The Allies, after intense and often acrimonious debate among themselves, agreed to conduct peace negotiations on the basis of the Fourteen Points and the further condition ‘that compensation will be made by Germany for all the damage done to the civilian population of the allies and their properties by the aggression of Germany by land, by sea and from the air’.
Peace negotiations, which commenced in Paris on 18 January 1919, lasted for five months. The Germans were presented with the Treaty in the dining room of the Trianon Palace Hotel at Versailles on 7 May. The allies had included in the 440 articles of the Treaty a clause – Article 231 – stating Germany’s moral and legal obligation to accept responsibility for the damage inflicted on civilians by its aggression. Having assigned unlimited German theoretical and moral responsibility, however, Germany’s liability in practical terms, as contained in Article 232 of the Treaty, was much narrower. Nevertheless the German chief negotiator, Count Ulrich von Brockdorff-Rantzau, the physical epitome of the stereotypical Prussian aristocrat and just as arrogant, used the opportunity to produce what today we would call ‘fake news’ – or what traditionally went under the term ‘manipulation of documents’.
Having been handed the Treaty he immediately announced that Article 231 assigned war guilt to Germany, something he vehemently denied. So began the litany of ‘fake news’ surrounding the Versailles Peace. The newly formed German government in Berlin soon joined the chorus of news falsifiers, claiming that the Allies were imposing a ‘hunger blockade’ upon Germany threatening hundreds of thousands of children with starvation. In fact, though the Allies and the Germans did quarrel about the delivery of food, there was no such blockade. There certainly was undernourishment among the population at large, not just among children, but this was the result not of a ‘hunger blockade’ but of the German war leaders’ food distribution policy over the preceding four years, favouring as it did the soldiers at the front at the expense of civilians, whose food rations throughout the war were kept barely above subsistence level.
The ink on the Treaty was scarcely dry when English economist John Maynard Keynes provided his ‘alternative fact’ account. In his much-cited The Economic Consequences of the Peace Keynes, whose sympathies for the Germans were matched by his dislike of the French, predicted a disastrous economic future for Europe. Ten years after the war had ended none of his dire prognostications had come to pass; in fact the European economy had largely recovered. This changed with the collapse of the New York stock market in September 1929. Germany in particular sank into total economic chaos, but not due to the Versailles Peace; it was because the German budget had been financed with United States loans.

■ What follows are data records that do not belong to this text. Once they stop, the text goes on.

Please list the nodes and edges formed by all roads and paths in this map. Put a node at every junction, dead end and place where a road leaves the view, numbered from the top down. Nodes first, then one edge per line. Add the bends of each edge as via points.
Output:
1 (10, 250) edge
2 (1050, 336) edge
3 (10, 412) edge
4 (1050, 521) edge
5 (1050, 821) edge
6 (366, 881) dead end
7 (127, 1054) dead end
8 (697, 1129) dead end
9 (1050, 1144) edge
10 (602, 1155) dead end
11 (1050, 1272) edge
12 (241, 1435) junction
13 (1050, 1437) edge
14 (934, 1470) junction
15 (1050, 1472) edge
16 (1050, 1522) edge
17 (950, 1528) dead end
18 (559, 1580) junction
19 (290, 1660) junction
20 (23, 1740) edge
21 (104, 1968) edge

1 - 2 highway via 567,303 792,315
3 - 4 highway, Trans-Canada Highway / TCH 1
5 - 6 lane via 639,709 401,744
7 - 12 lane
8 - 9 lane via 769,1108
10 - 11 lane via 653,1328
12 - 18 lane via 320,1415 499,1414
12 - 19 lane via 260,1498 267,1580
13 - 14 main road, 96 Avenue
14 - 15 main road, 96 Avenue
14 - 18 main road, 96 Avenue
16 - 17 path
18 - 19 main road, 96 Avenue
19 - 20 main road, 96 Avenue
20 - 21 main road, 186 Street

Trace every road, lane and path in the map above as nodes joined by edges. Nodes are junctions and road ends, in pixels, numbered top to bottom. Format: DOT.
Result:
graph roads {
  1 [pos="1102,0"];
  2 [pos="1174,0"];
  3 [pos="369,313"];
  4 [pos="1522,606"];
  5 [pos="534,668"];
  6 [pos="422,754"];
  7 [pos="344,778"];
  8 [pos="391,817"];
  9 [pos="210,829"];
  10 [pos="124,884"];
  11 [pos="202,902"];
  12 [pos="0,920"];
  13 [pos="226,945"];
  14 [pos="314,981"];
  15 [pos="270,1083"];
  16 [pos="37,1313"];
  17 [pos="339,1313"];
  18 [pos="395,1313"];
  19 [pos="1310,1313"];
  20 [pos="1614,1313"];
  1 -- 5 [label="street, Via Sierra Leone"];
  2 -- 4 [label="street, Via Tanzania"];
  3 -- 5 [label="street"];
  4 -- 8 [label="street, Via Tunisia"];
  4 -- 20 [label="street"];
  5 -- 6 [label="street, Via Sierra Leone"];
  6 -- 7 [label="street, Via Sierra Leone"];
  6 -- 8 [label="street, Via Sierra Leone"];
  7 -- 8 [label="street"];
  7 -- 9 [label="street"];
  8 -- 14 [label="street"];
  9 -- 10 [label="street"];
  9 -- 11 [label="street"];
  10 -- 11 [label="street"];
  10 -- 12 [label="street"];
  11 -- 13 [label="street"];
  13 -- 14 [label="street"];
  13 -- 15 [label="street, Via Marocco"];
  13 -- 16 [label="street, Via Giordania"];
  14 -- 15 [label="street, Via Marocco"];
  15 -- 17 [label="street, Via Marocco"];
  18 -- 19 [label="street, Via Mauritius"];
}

To establish that the ‘war guilt’ article was based on a falsehood became an integral part of Weimar Germany’s historical and political thought-process. Obviously if the Treaty was grounded in the assumption that Germany had caused the war, proving that assumption wrong would remove the very foundations of the Treaty itself. Not that Germany’s attempts to invalidate the war guilt article were crowned with much success. The publication of 40 volumes of diplomatic documents under the pretentious title Die Grosse Politik der Europäischen Kabinette (The major policies of the European Governments) failed to establish war responsibility. A further investigation commissioned by the Reichstag did indeed show that the Austro-Hungarian and German Empires had led Europe into the war, but the study was duly shelved by the German Foreign Office before it was discovered twenty years after the World War II by American scholars.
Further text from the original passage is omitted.